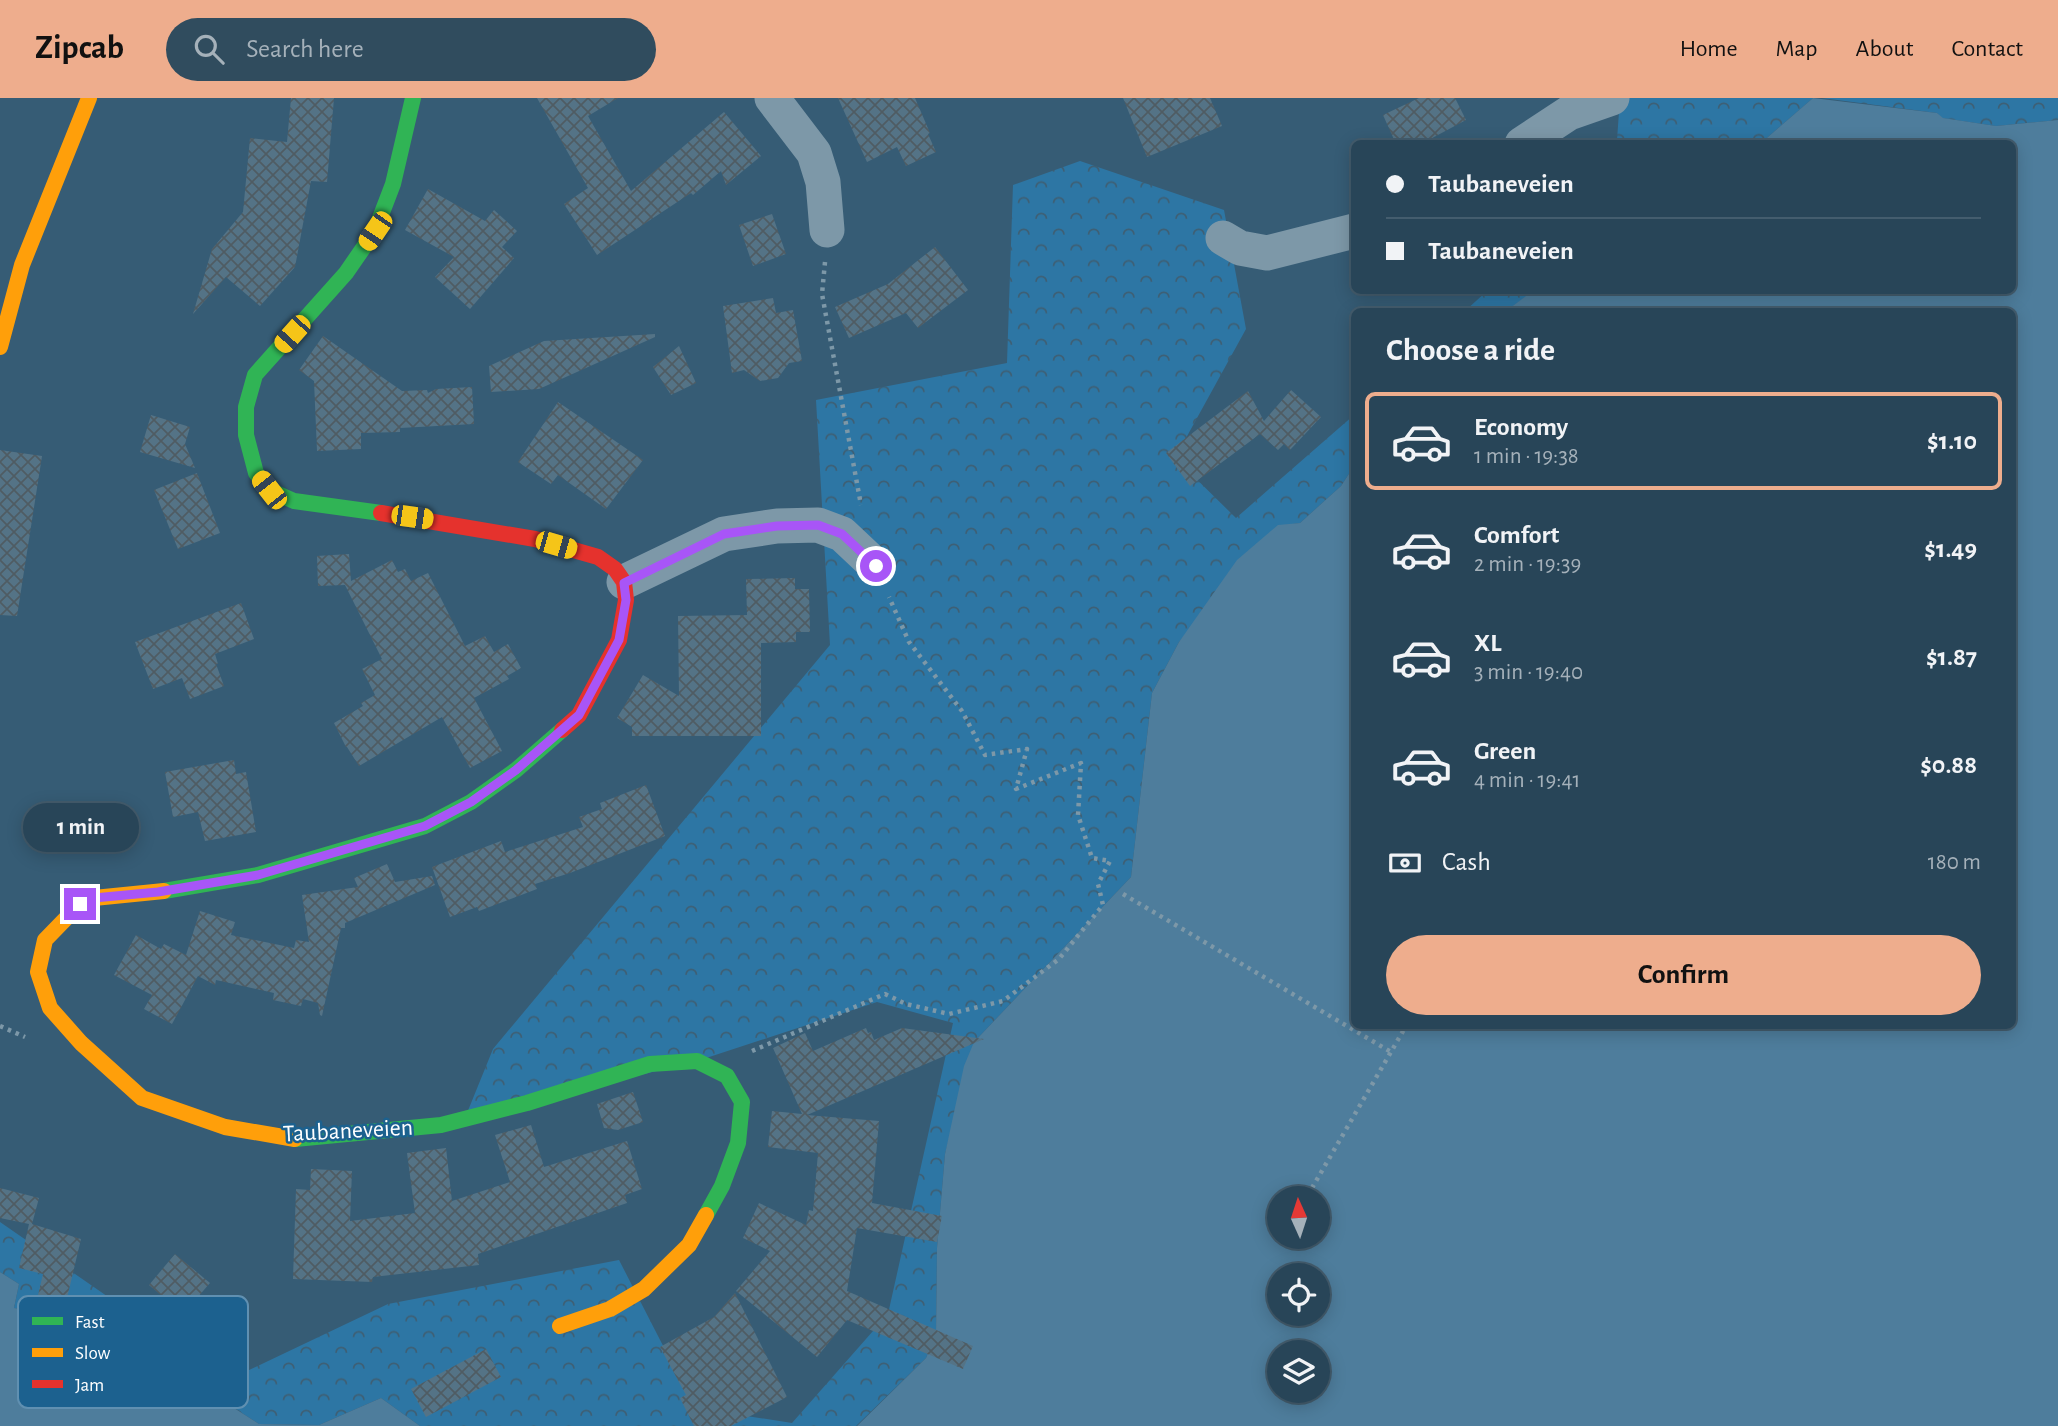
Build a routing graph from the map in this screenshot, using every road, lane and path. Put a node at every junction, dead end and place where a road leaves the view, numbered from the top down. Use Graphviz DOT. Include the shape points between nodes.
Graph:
graph roads {
  1 [pos="89,98"];
  2 [pos="414,98"];
  3 [pos="772,98"];
  4 [pos="1612,98"];
  5 [pos="1528,140"];
  6 [pos="827,230"];
  7 [pos="1351,232"];
  8 [pos="1223,238"];
  9 [pos="0,347"];
  10 [pos="863,514"];
  11 [pos="876,566"];
  12 [pos="624,583"];
  13 [pos="1124,894"];
  14 [pos="1351,1028"];
  15 [pos="1352,1029"];
  16 [pos="1404,1029"];
  17 [pos="1391,1052"];
  18 [pos="712,1068"];
  19 [pos="1313,1186"];
  20 [pos="561,1326"];
  1 -- 9 [label="street" via="22,265"];
  2 -- 12 [label="street" via="393,184 375,231 346,273 255,375 246,407 246,435 256,473 269,490 294,501 436,521 598,557 615,569"];
  3 -- 6 [label="street" via="814,153 823,181"];
  4 -- 5 [label="street" via="1569,113"];
  6 -- 10 [label="path" via="822,294"];
  7 -- 8 [label="street" via="1268,253 1240,248"];
  11 -- 12 [label="street" via="842,534 818,525 777,526 724,534"];
  11 -- 18 [label="path" via="909,642 962,711 985,755 1027,749 1016,789 1082,763 1078,815 1092,858 1110,861 1098,884 1103,905 1059,959 1003,1001 949,1014 886,994"];
  12 -- 18 [label="street, Taubaneveien" via="619,640 579,715 471,802 425,826 258,875 94,898 80,904 45,940 38,972 50,1008 80,1043 142,1098 225,1127 293,1139 441,1125 650,1064 697,1060"];
  13 -- 14 [label="path"];
  15 -- 17 [label="path"];
  16 -- 17 [label="path"];
  17 -- 19 [label="path"];
  18 -- 20 [label="street" via="727,1076 742,1102 738,1143 722,1185 689,1245 644,1289 610,1309"];
}
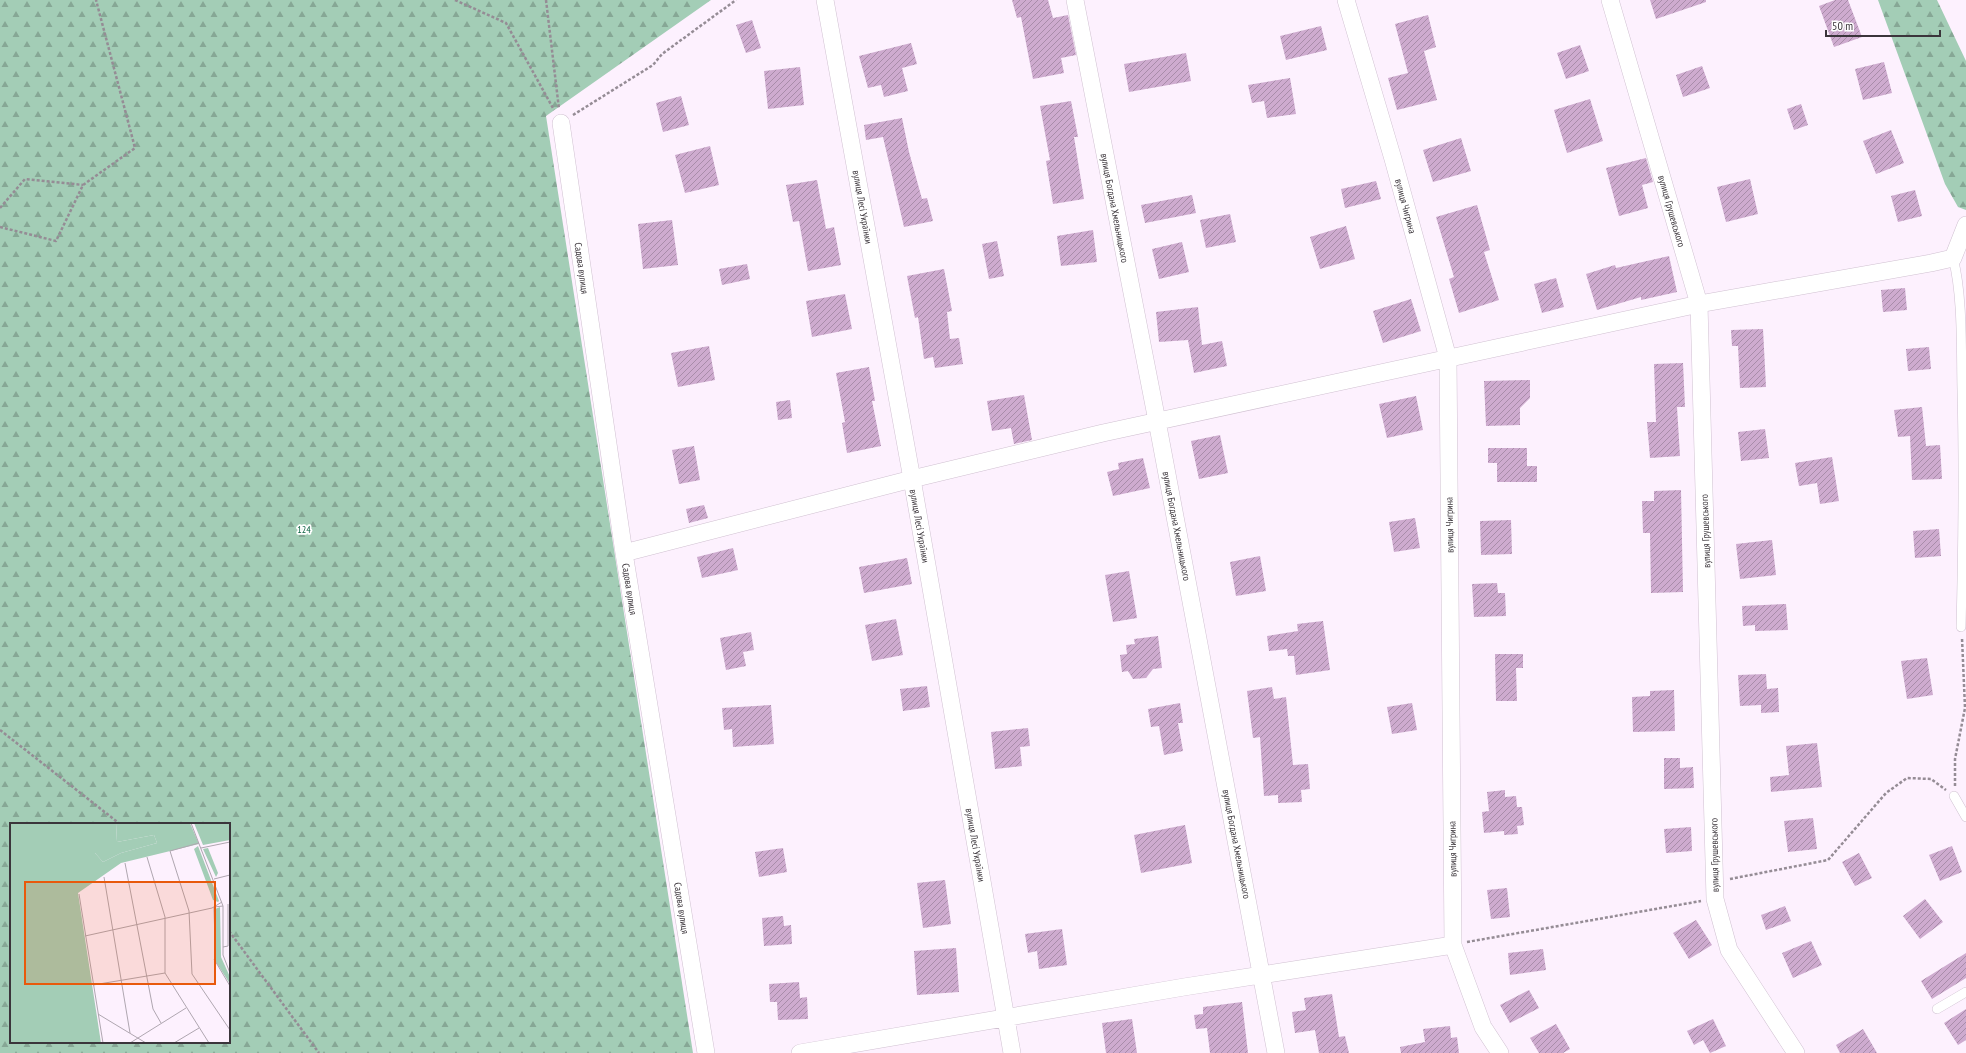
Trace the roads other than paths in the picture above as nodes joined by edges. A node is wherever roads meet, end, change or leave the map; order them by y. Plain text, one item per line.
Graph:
1 (825, 0) edge
2 (1075, 0) edge
3 (1346, 0) edge
4 (1610, 0) edge
5 (561, 123) road end
6 (1966, 226) edge
7 (1959, 257) edge
8 (1699, 304) junction
9 (1448, 358) junction
10 (1157, 421) junction
11 (912, 479) junction
12 (624, 553) junction
13 (1961, 627) road end
14 (1954, 796) road end
15 (1966, 817) edge
16 (1453, 945) junction
17 (1262, 976) junction
18 (1966, 992) edge
19 (1937, 1010) dead end
20 (1006, 1018) junction
21 (706, 1053) edge
22 (800, 1053) edge
23 (1012, 1053) edge
24 (1276, 1053) edge
25 (1500, 1053) edge
26 (1796, 1053) edge

1 - 11 street, вулиця Лесі Українки
2 - 10 street, вулиця Богдана Хмельницького
3 - 9 street, вулиця Чигрина
4 - 8 street, вулиця Грушевського
5 - 12 street, Садова вулиця
6 - 7 street
7 - 8 street
7 - 13 lane
8 - 9 street
8 - 26 street, вулиця Грушевського
9 - 10 street
9 - 16 street, вулиця Чигрина
10 - 11 street
10 - 17 street, вулиця Богдана Хмельницького
11 - 12 street
11 - 20 street, вулиця Лесі Українки
12 - 21 street, Садова вулиця
14 - 15 lane
16 - 17 street
16 - 25 street, вулиця Чигрина
17 - 20 street
17 - 24 street, вулиця Богдана Хмельницького
18 - 19 lane
20 - 22 street
20 - 23 street, вулиця Лесі Українки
--------
If the word "Богдана" appears in a line above, copy that line.

[WRITTEN ANSWER]
2 - 10 street, вулиця Богдана Хмельницького
10 - 17 street, вулиця Богдана Хмельницького
17 - 24 street, вулиця Богдана Хмельницького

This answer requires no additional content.